The site has been copied by New Zealand colleagues under the direction of Dr. Viv Aitkin at Waikato University and copied directly into Arabic for the Qattan Arts Foundation in Palestine at vast costs in translation and the detail required to scrutinize each concept and word. David Davies and Wasim Kurdi have made this possible. Furthermore, as schools in the UK under the New Curriculum, begin the take the reins of power to establish their own destinies they can use what others in the field have found successful for learning. The highest accolades received from HMI in the present time and in the past in the inspection of primary schools using MoE methods is not by achieved by accident but by design.
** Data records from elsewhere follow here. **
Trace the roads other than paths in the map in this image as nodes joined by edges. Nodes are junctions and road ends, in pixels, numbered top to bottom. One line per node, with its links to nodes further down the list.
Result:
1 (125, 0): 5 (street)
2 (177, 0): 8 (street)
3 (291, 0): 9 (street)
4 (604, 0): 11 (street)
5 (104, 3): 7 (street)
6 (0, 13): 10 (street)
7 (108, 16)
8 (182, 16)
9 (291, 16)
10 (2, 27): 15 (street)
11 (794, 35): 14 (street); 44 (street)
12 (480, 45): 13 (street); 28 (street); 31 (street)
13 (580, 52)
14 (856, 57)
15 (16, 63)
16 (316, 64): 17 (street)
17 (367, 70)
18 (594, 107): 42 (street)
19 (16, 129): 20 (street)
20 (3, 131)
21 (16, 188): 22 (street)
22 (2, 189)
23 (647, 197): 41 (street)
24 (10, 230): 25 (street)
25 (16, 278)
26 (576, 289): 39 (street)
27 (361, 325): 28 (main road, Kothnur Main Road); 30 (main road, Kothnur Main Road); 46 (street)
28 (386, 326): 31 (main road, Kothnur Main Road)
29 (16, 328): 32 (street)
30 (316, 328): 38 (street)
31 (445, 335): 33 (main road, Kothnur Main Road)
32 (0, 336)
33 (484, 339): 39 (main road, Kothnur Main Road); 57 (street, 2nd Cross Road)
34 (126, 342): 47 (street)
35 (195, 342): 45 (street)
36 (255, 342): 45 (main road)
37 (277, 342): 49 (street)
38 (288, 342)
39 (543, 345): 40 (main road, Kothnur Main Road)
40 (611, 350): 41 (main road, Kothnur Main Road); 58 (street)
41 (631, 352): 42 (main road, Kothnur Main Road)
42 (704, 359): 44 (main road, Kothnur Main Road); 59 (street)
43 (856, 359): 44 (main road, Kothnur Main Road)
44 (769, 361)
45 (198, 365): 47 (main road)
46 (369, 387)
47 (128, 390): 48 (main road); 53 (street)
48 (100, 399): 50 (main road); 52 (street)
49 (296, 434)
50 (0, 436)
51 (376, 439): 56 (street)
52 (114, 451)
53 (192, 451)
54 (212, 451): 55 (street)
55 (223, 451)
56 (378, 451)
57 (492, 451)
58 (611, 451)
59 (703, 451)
Our critics may well berate us for the position we are in but the results speak for themselves given that much was established in a past that is closed. People just do not use materials or procedures when told. If they find it themselves and want to know more we at can support them. The planning strategies for MoE have come from within the profession itself and perhaps the position of a community of practice supporting the movement for applied drama practices is the actual manifestation of the visionary educational world David Hopkins NCSL, HMI and the IoE had all those years ago.
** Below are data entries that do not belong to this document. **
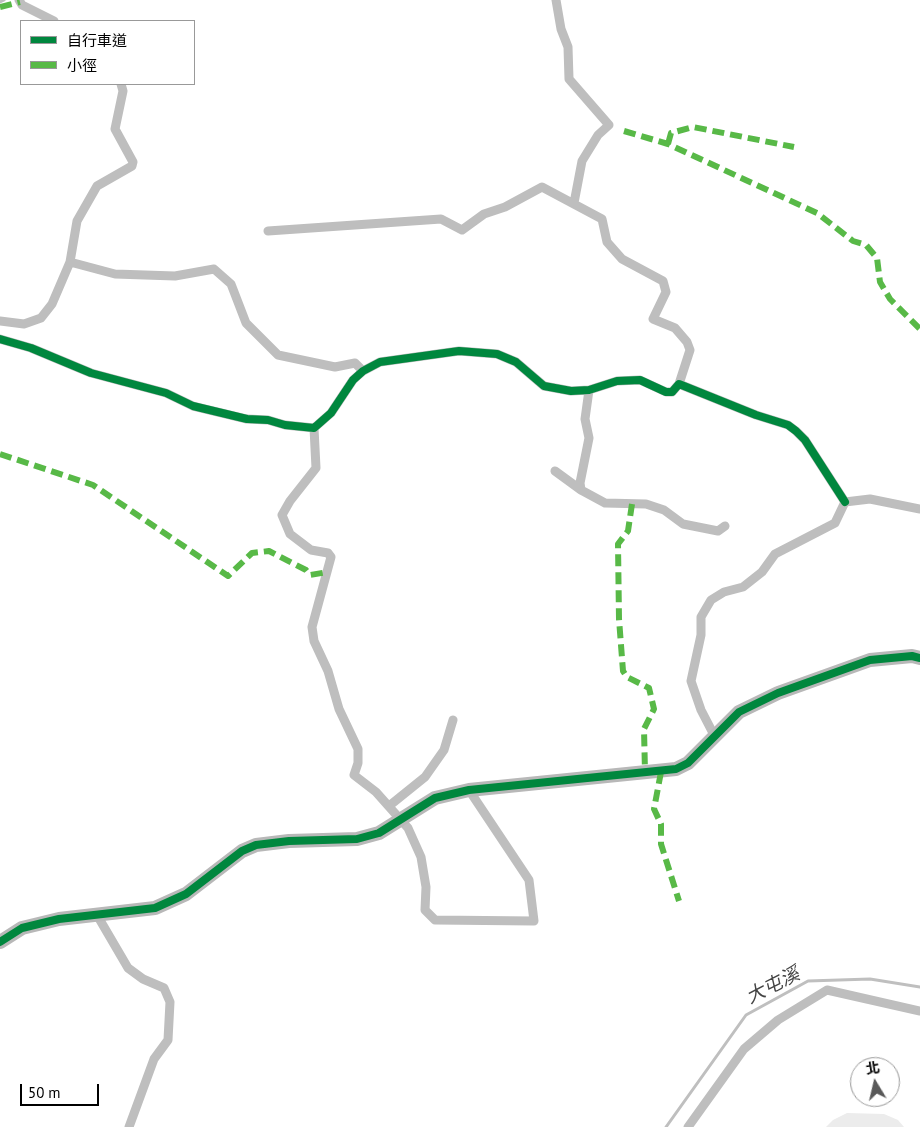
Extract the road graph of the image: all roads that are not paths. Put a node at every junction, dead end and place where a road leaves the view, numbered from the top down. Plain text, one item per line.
1 (19, 0) edge
2 (556, 0) edge
3 (52, 20) edge
4 (121, 85) edge
5 (574, 203) junction
6 (268, 231) dead end
7 (70, 262) junction
8 (0, 321) edge
9 (0, 339) edge
10 (363, 371) junction
11 (680, 384) junction
12 (589, 390) junction
13 (314, 428) junction
14 (555, 471) dead end
15 (582, 490) junction
16 (845, 502) junction
17 (920, 509) edge
18 (725, 526) dead end
19 (920, 658) edge
20 (454, 720) dead end
21 (715, 738) junction
22 (469, 790) junction
23 (389, 806) junction
24 (402, 821) junction
25 (97, 915) junction
26 (0, 942) edge
27 (920, 1011) edge
28 (129, 1127) edge
29 (688, 1127) edge

1 - 3 street
2 - 5 street
4 - 7 street
5 - 6 street
5 - 11 street
7 - 8 street
7 - 10 street
9 - 13 street
10 - 12 street
10 - 13 street
11 - 12 street
11 - 16 street
12 - 15 street
13 - 23 street
14 - 15 street
15 - 18 street
16 - 17 street
16 - 21 street
19 - 21 street
20 - 23 street
21 - 22 street
22 - 24 street
22 - 24 street
23 - 24 street
24 - 25 street
25 - 26 street
25 - 28 street
27 - 29 street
With such evidences of impact on the poverty of children’s intellectual and spiritual beings, surely it can be seen that with the overwhelming accolade to the work of Dorothy Heathcote we are doing no more than commandeering all we know that can benefit children throughout the world. Quite a legacy by the founder of a system called Mantle of the Expert?

Her former students in my view have such a duty to perform and I am doing it my way in a technical sense, until I am taken away in a box with or without permissions from anyone.

Our destinies are ours to fashion. I have found mine and am content with it.

Luke Abbott Ramallah Palestine July 14th 2013

Posted in category: Articles | 3 Comments »

3 Responses to “History Lessons Regarding”

  1. Luke Abbott Says:
    July 14th, 2013 at 3:16 pm

    Thank you Tim for getting this up so quickly. Reading it on the website makes me remember how we first worried that anyone would want to do anything with MoE. Now we know. There is much more to tell in between the margins of history of course as well as the struggle for recognition beyond the orthodox constraints of the drama world. But I am glad we strove out into the blue yonder and did our own thing with it even in the face of derision.

  2. Richard Kieran Says:
    July 15th, 2013 at 12:47 pm

    “A vision without action is just a dream; an action without vision just passes time; a vision with an action changes the world.”

  3. Debra Kidd Says:
    July 15th, 2013 at 8:47 pm

    Luke, this work remains to date the most powerful pedagogical frame I’ve come across for any child of any age and I and many other teachers across the country are deeply indebted to yours and Tim’s efforts to make it accessible. I’m always learning and developing, always realising that there’s another nuance and trick to be mastered, but I know that it works. Thank you for writing this and for sharing the history of the work.